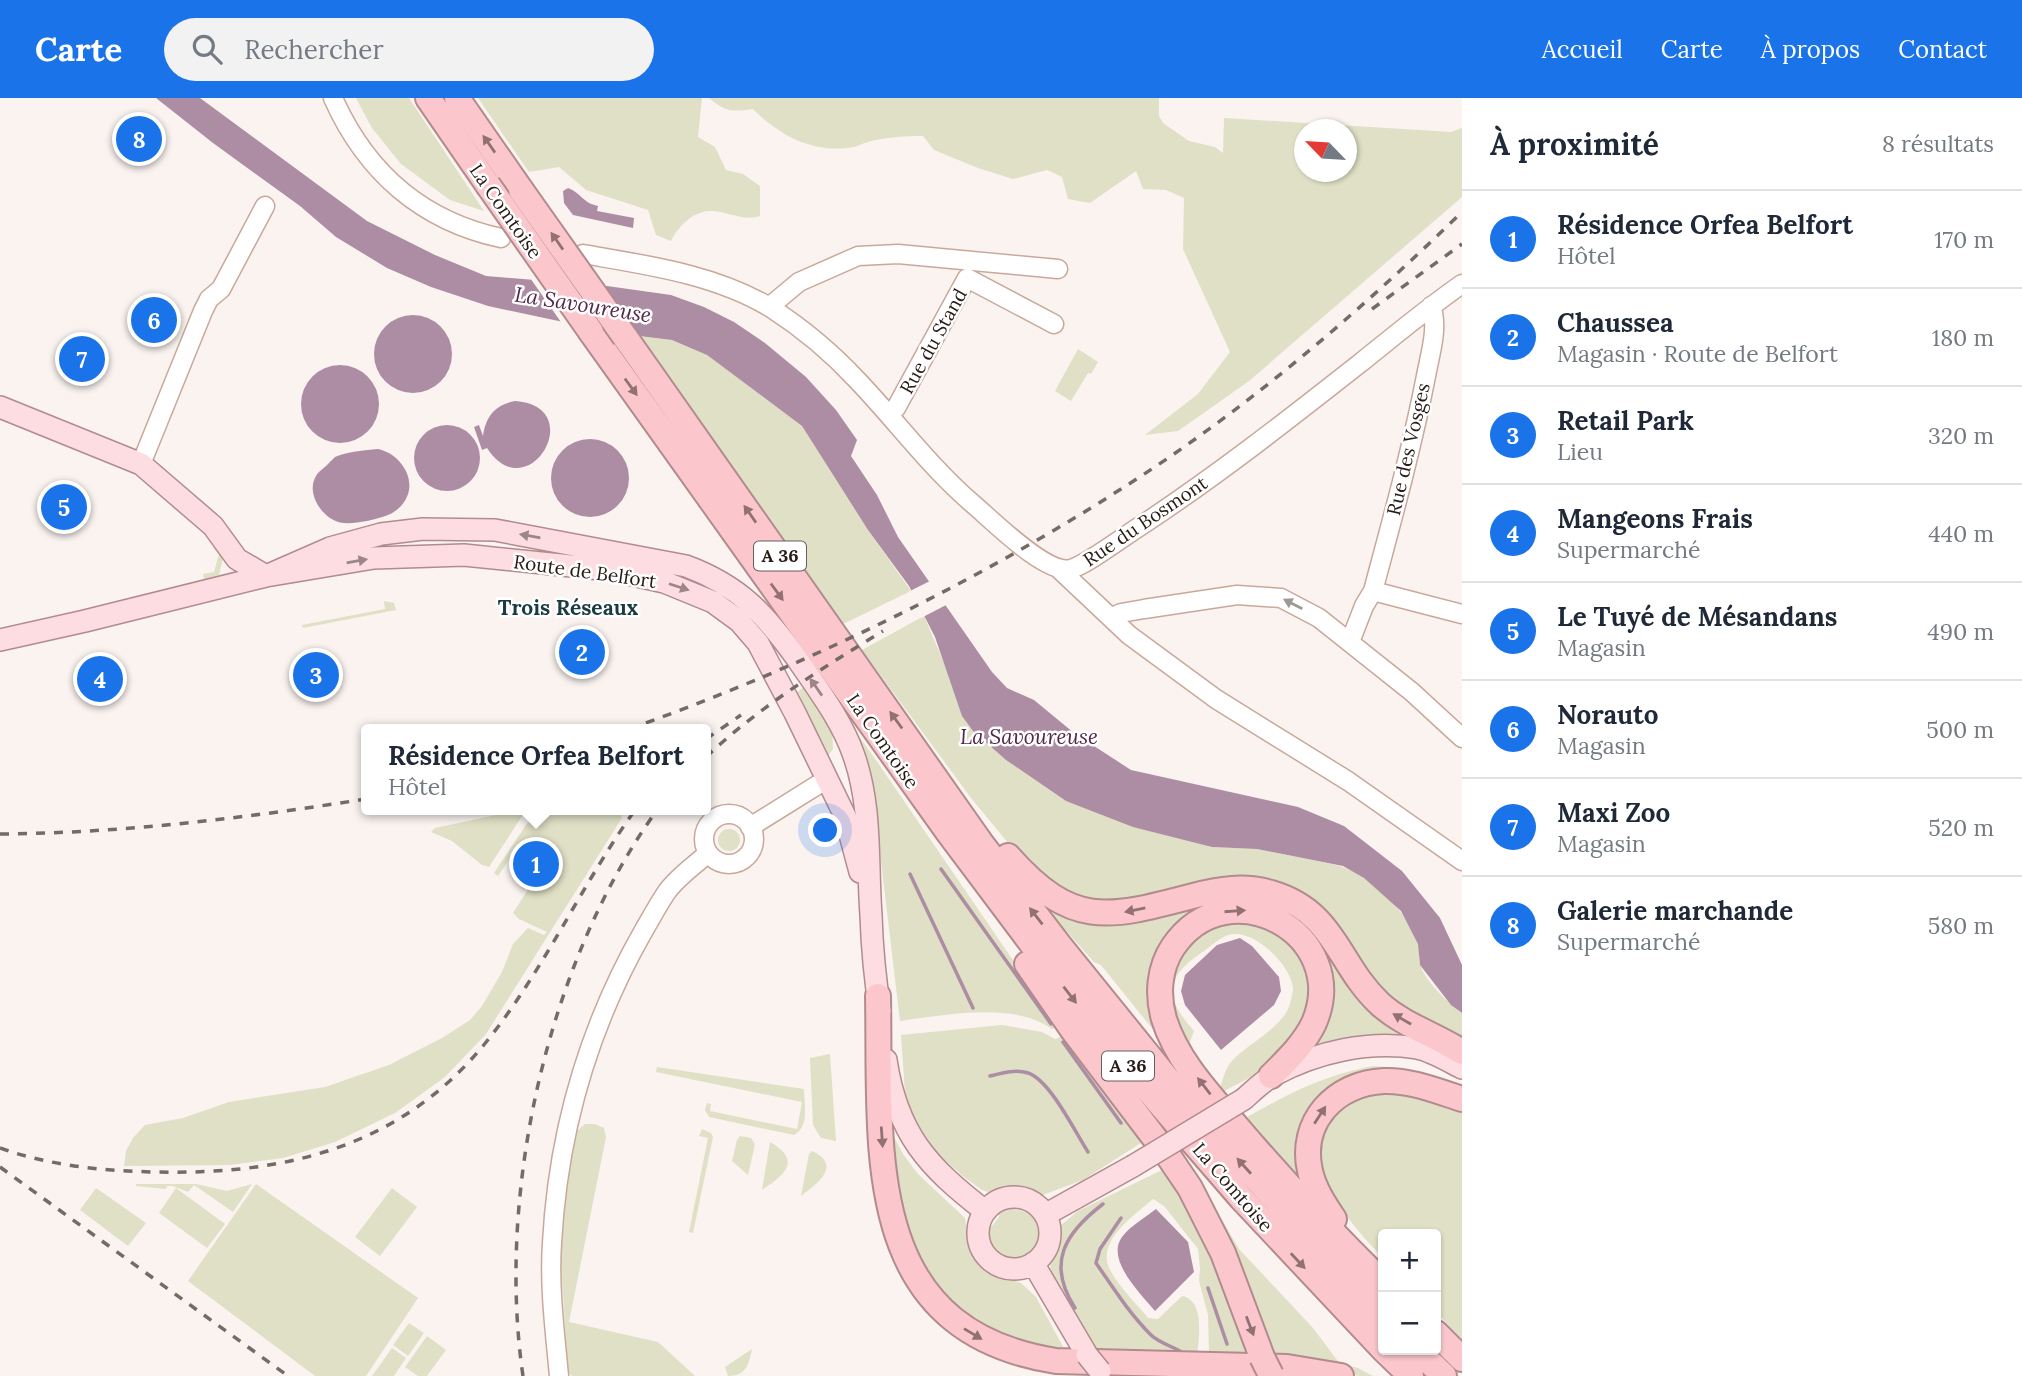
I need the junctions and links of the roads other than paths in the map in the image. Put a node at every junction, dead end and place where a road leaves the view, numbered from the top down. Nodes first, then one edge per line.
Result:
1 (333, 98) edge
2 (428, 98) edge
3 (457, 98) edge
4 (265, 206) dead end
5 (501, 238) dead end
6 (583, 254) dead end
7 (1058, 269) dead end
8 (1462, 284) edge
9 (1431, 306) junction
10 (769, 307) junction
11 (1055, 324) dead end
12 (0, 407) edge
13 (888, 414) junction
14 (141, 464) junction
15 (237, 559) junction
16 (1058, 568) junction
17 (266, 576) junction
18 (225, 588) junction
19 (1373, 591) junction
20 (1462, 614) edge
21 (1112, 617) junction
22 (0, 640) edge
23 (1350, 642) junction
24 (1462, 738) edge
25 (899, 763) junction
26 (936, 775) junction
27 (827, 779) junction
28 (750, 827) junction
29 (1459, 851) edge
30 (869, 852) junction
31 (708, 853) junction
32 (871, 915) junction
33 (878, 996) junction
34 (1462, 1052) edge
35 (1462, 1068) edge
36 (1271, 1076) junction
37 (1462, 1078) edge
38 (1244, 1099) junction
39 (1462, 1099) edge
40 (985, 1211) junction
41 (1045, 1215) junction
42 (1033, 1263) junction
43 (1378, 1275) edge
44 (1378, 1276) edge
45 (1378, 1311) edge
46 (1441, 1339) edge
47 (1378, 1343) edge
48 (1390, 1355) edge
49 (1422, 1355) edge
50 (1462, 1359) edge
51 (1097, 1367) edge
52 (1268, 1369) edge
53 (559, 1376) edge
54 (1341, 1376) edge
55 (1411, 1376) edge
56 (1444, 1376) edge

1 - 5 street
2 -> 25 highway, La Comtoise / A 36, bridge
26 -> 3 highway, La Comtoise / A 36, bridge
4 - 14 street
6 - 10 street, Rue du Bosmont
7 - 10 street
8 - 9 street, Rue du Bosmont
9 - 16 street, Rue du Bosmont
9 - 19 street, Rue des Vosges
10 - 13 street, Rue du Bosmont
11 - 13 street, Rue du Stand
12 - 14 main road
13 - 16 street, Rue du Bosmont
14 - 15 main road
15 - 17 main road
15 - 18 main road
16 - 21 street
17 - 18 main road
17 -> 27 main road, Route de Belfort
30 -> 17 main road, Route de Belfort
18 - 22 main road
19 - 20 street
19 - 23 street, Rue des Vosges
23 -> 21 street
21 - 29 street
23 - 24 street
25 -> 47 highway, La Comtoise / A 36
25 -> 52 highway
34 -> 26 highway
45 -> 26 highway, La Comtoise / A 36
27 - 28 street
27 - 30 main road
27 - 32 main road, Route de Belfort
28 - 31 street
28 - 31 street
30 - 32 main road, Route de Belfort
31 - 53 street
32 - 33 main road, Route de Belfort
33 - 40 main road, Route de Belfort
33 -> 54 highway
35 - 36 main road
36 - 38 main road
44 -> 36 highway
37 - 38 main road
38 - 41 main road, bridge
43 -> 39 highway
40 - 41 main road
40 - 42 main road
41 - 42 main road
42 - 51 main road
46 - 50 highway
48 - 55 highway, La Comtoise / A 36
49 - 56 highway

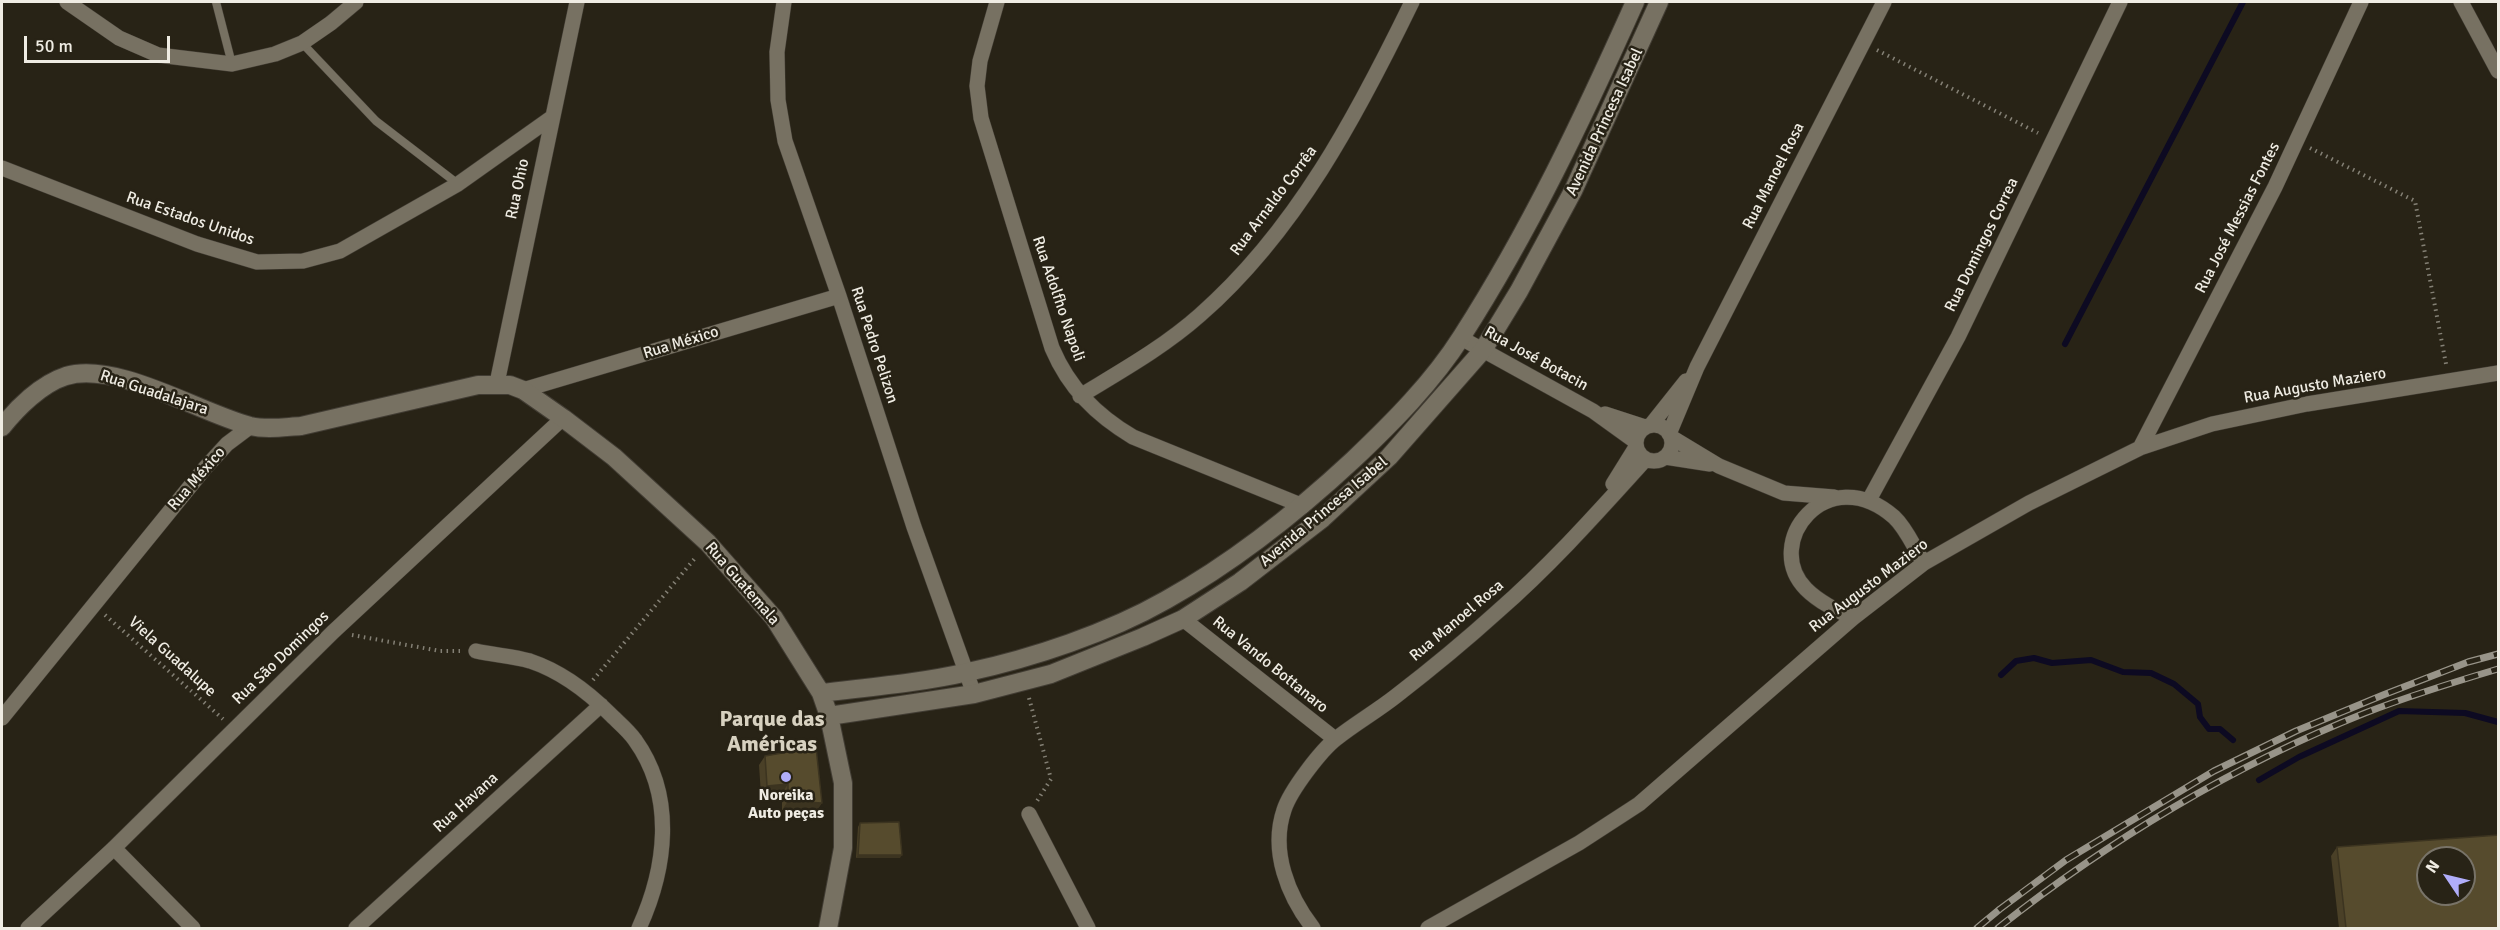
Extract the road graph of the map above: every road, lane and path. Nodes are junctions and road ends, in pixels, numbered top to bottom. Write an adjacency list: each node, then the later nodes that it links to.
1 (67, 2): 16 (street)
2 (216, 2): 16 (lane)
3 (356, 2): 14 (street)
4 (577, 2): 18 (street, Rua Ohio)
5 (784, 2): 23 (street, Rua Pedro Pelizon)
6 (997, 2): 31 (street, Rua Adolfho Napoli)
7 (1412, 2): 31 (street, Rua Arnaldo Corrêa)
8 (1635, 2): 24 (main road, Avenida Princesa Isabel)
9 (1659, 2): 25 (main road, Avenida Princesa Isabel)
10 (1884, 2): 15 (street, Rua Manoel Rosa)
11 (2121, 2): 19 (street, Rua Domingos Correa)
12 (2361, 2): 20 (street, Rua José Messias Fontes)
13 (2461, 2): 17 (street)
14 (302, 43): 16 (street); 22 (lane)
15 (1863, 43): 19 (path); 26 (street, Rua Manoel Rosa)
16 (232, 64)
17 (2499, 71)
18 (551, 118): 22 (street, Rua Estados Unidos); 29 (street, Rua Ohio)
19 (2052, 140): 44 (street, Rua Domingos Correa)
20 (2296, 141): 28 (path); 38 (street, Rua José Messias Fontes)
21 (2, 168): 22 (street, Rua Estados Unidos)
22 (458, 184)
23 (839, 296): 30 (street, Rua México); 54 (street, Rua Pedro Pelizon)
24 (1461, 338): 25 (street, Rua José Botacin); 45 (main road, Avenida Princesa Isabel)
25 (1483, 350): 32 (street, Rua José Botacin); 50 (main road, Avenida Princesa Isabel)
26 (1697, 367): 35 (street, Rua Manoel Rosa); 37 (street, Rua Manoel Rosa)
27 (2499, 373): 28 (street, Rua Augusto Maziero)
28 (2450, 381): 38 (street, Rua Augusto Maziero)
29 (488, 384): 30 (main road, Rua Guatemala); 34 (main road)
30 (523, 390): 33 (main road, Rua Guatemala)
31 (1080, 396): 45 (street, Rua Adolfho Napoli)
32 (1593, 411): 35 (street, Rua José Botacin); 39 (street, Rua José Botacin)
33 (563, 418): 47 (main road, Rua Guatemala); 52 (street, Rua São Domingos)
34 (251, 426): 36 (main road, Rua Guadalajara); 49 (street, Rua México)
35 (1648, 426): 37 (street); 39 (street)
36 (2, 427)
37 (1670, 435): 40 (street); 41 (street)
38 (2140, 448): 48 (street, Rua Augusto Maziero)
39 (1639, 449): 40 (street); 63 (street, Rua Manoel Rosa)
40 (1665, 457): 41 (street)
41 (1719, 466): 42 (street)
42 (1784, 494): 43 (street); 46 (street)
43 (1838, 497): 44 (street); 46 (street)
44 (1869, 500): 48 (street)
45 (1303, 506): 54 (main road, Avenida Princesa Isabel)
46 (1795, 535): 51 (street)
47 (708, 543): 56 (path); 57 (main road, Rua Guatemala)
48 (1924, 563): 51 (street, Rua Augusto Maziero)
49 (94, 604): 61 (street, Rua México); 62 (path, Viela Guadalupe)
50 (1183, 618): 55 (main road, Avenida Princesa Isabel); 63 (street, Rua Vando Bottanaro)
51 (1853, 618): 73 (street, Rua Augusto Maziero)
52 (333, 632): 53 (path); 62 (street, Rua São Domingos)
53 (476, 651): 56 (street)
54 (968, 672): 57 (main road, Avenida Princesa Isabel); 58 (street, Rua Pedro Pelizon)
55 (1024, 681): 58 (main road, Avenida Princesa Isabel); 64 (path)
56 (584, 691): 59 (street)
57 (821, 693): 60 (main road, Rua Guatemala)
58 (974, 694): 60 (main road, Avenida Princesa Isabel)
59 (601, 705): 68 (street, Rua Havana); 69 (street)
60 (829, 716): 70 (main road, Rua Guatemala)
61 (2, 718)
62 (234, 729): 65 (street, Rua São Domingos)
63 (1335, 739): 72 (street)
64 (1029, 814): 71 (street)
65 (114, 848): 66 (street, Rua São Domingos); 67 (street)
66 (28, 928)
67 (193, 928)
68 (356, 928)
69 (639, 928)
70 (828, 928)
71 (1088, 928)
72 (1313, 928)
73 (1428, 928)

### YOUR GOAL
For the data above, return an exact copy that contains no pictures.

### REPLY TO THE EXERCISE
I need the junctions and links of the roads other than paths in the map in the image. Put a node at every junction, dead end and place where a road leaves the view, numbered from the top down. Nodes first, then one edge per line.
Result:
1 (333, 98) edge
2 (428, 98) edge
3 (457, 98) edge
4 (265, 206) dead end
5 (501, 238) dead end
6 (583, 254) dead end
7 (1058, 269) dead end
8 (1462, 284) edge
9 (1431, 306) junction
10 (769, 307) junction
11 (1055, 324) dead end
12 (0, 407) edge
13 (888, 414) junction
14 (141, 464) junction
15 (237, 559) junction
16 (1058, 568) junction
17 (266, 576) junction
18 (225, 588) junction
19 (1373, 591) junction
20 (1462, 614) edge
21 (1112, 617) junction
22 (0, 640) edge
23 (1350, 642) junction
24 (1462, 738) edge
25 (899, 763) junction
26 (936, 775) junction
27 (827, 779) junction
28 (750, 827) junction
29 (1459, 851) edge
30 (869, 852) junction
31 (708, 853) junction
32 (871, 915) junction
33 (878, 996) junction
34 (1462, 1052) edge
35 (1462, 1068) edge
36 (1271, 1076) junction
37 (1462, 1078) edge
38 (1244, 1099) junction
39 (1462, 1099) edge
40 (985, 1211) junction
41 (1045, 1215) junction
42 (1033, 1263) junction
43 (1378, 1275) edge
44 (1378, 1276) edge
45 (1378, 1311) edge
46 (1441, 1339) edge
47 (1378, 1343) edge
48 (1390, 1355) edge
49 (1422, 1355) edge
50 (1462, 1359) edge
51 (1097, 1367) edge
52 (1268, 1369) edge
53 (559, 1376) edge
54 (1341, 1376) edge
55 (1411, 1376) edge
56 (1444, 1376) edge

1 - 5 street
2 -> 25 highway, La Comtoise / A 36, bridge
26 -> 3 highway, La Comtoise / A 36, bridge
4 - 14 street
6 - 10 street, Rue du Bosmont
7 - 10 street
8 - 9 street, Rue du Bosmont
9 - 16 street, Rue du Bosmont
9 - 19 street, Rue des Vosges
10 - 13 street, Rue du Bosmont
11 - 13 street, Rue du Stand
12 - 14 main road
13 - 16 street, Rue du Bosmont
14 - 15 main road
15 - 17 main road
15 - 18 main road
16 - 21 street
17 - 18 main road
17 -> 27 main road, Route de Belfort
30 -> 17 main road, Route de Belfort
18 - 22 main road
19 - 20 street
19 - 23 street, Rue des Vosges
23 -> 21 street
21 - 29 street
23 - 24 street
25 -> 47 highway, La Comtoise / A 36
25 -> 52 highway
34 -> 26 highway
45 -> 26 highway, La Comtoise / A 36
27 - 28 street
27 - 30 main road
27 - 32 main road, Route de Belfort
28 - 31 street
28 - 31 street
30 - 32 main road, Route de Belfort
31 - 53 street
32 - 33 main road, Route de Belfort
33 - 40 main road, Route de Belfort
33 -> 54 highway
35 - 36 main road
36 - 38 main road
44 -> 36 highway
37 - 38 main road
38 - 41 main road, bridge
43 -> 39 highway
40 - 41 main road
40 - 42 main road
41 - 42 main road
42 - 51 main road
46 - 50 highway
48 - 55 highway, La Comtoise / A 36
49 - 56 highway

Extract the road graph of the map above: every road, lane and path. Nodes are junctions and road ends, in pixels, numbered top to bottom. Write an adjacency list: each node, then the later nodes that it links to.
1 (67, 2): 16 (street)
2 (216, 2): 16 (lane)
3 (356, 2): 14 (street)
4 (577, 2): 18 (street, Rua Ohio)
5 (784, 2): 23 (street, Rua Pedro Pelizon)
6 (997, 2): 31 (street, Rua Adolfho Napoli)
7 (1412, 2): 31 (street, Rua Arnaldo Corrêa)
8 (1635, 2): 24 (main road, Avenida Princesa Isabel)
9 (1659, 2): 25 (main road, Avenida Princesa Isabel)
10 (1884, 2): 15 (street, Rua Manoel Rosa)
11 (2121, 2): 19 (street, Rua Domingos Correa)
12 (2361, 2): 20 (street, Rua José Messias Fontes)
13 (2461, 2): 17 (street)
14 (302, 43): 16 (street); 22 (lane)
15 (1863, 43): 19 (path); 26 (street, Rua Manoel Rosa)
16 (232, 64)
17 (2499, 71)
18 (551, 118): 22 (street, Rua Estados Unidos); 29 (street, Rua Ohio)
19 (2052, 140): 44 (street, Rua Domingos Correa)
20 (2296, 141): 28 (path); 38 (street, Rua José Messias Fontes)
21 (2, 168): 22 (street, Rua Estados Unidos)
22 (458, 184)
23 (839, 296): 30 (street, Rua México); 54 (street, Rua Pedro Pelizon)
24 (1461, 338): 25 (street, Rua José Botacin); 45 (main road, Avenida Princesa Isabel)
25 (1483, 350): 32 (street, Rua José Botacin); 50 (main road, Avenida Princesa Isabel)
26 (1697, 367): 35 (street, Rua Manoel Rosa); 37 (street, Rua Manoel Rosa)
27 (2499, 373): 28 (street, Rua Augusto Maziero)
28 (2450, 381): 38 (street, Rua Augusto Maziero)
29 (488, 384): 30 (main road, Rua Guatemala); 34 (main road)
30 (523, 390): 33 (main road, Rua Guatemala)
31 (1080, 396): 45 (street, Rua Adolfho Napoli)
32 (1593, 411): 35 (street, Rua José Botacin); 39 (street, Rua José Botacin)
33 (563, 418): 47 (main road, Rua Guatemala); 52 (street, Rua São Domingos)
34 (251, 426): 36 (main road, Rua Guadalajara); 49 (street, Rua México)
35 (1648, 426): 37 (street); 39 (street)
36 (2, 427)
37 (1670, 435): 40 (street); 41 (street)
38 (2140, 448): 48 (street, Rua Augusto Maziero)
39 (1639, 449): 40 (street); 63 (street, Rua Manoel Rosa)
40 (1665, 457): 41 (street)
41 (1719, 466): 42 (street)
42 (1784, 494): 43 (street); 46 (street)
43 (1838, 497): 44 (street); 46 (street)
44 (1869, 500): 48 (street)
45 (1303, 506): 54 (main road, Avenida Princesa Isabel)
46 (1795, 535): 51 (street)
47 (708, 543): 56 (path); 57 (main road, Rua Guatemala)
48 (1924, 563): 51 (street, Rua Augusto Maziero)
49 (94, 604): 61 (street, Rua México); 62 (path, Viela Guadalupe)
50 (1183, 618): 55 (main road, Avenida Princesa Isabel); 63 (street, Rua Vando Bottanaro)
51 (1853, 618): 73 (street, Rua Augusto Maziero)
52 (333, 632): 53 (path); 62 (street, Rua São Domingos)
53 (476, 651): 56 (street)
54 (968, 672): 57 (main road, Avenida Princesa Isabel); 58 (street, Rua Pedro Pelizon)
55 (1024, 681): 58 (main road, Avenida Princesa Isabel); 64 (path)
56 (584, 691): 59 (street)
57 (821, 693): 60 (main road, Rua Guatemala)
58 (974, 694): 60 (main road, Avenida Princesa Isabel)
59 (601, 705): 68 (street, Rua Havana); 69 (street)
60 (829, 716): 70 (main road, Rua Guatemala)
61 (2, 718)
62 (234, 729): 65 (street, Rua São Domingos)
63 (1335, 739): 72 (street)
64 (1029, 814): 71 (street)
65 (114, 848): 66 (street, Rua São Domingos); 67 (street)
66 (28, 928)
67 (193, 928)
68 (356, 928)
69 (639, 928)
70 (828, 928)
71 (1088, 928)
72 (1313, 928)
73 (1428, 928)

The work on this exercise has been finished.